Select every line below containing the word "getElementById".

SOURCE INFORMATION:
----------------
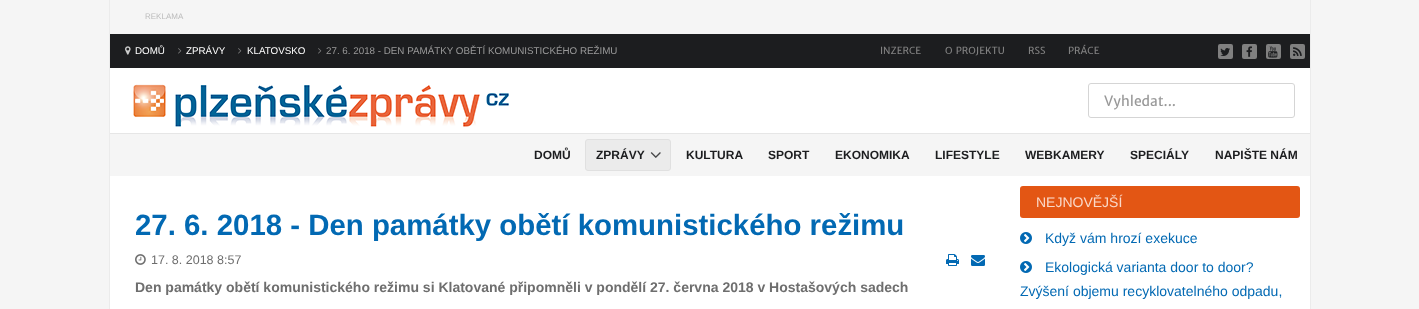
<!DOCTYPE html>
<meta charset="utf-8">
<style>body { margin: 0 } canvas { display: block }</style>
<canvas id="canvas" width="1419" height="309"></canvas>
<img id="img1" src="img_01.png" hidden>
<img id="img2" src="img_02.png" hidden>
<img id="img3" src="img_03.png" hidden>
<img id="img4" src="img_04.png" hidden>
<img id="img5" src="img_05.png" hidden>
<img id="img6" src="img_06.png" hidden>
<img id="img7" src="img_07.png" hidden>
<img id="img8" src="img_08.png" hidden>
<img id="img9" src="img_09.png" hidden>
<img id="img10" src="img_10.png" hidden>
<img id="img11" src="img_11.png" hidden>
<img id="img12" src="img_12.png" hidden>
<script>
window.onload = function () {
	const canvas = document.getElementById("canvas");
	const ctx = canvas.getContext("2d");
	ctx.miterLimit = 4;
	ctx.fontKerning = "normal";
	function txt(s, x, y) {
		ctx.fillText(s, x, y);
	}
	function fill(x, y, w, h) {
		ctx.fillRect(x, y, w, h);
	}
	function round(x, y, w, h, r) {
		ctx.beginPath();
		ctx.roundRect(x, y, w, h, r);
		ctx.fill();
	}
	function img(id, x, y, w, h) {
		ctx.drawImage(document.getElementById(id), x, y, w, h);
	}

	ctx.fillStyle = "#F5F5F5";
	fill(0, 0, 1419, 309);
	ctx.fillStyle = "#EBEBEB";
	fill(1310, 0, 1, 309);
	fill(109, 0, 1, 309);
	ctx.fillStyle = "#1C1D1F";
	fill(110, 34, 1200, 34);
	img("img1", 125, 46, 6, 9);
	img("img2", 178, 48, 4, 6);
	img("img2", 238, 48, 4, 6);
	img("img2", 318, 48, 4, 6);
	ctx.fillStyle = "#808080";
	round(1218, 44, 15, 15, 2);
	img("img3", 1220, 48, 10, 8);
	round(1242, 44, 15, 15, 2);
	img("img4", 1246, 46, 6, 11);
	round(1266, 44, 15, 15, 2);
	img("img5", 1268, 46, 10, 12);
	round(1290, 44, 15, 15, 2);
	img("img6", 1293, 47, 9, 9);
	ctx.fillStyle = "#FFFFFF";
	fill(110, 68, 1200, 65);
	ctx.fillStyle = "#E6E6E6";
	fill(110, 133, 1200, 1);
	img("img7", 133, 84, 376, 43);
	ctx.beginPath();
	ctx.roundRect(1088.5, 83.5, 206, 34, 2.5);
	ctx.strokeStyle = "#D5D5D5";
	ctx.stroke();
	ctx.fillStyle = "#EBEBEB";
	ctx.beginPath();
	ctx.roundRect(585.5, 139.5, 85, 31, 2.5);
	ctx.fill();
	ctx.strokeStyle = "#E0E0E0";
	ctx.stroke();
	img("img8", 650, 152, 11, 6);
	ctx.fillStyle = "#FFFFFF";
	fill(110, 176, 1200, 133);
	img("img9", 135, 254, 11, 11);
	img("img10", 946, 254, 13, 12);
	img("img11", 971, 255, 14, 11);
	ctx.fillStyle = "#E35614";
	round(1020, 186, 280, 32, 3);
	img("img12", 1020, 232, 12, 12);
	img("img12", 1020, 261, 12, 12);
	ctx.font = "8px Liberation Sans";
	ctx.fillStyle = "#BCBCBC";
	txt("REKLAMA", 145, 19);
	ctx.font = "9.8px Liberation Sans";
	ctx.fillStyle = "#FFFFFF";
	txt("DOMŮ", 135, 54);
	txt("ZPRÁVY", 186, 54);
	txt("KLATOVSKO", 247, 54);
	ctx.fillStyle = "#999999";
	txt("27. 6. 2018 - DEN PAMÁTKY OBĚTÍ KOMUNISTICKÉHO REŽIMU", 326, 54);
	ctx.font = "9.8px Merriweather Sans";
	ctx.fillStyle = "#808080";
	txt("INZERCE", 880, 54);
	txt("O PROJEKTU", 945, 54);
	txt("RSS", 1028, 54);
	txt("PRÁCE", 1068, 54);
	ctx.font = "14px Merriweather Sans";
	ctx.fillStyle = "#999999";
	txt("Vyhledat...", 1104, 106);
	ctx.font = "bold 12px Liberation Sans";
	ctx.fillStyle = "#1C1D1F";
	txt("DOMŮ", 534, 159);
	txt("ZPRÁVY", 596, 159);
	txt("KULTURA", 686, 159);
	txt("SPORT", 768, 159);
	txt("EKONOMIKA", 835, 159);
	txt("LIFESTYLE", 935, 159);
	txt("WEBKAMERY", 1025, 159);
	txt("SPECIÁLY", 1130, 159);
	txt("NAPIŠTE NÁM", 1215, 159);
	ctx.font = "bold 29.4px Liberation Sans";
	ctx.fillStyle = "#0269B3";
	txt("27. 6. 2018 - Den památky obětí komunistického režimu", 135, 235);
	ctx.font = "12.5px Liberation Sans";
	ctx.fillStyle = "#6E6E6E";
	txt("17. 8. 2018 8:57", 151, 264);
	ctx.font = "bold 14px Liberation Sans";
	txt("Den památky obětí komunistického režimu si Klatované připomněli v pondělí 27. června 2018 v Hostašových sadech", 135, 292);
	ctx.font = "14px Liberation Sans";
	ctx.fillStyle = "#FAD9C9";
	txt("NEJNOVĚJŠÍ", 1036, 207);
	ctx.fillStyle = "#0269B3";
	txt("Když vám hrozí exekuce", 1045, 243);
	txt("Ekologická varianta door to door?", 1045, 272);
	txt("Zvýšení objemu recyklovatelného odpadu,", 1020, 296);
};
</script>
----------------
WRITTEN RESPONSE:
	const canvas = document.getElementById("canvas");
		ctx.drawImage(document.getElementById(id), x, y, w, h);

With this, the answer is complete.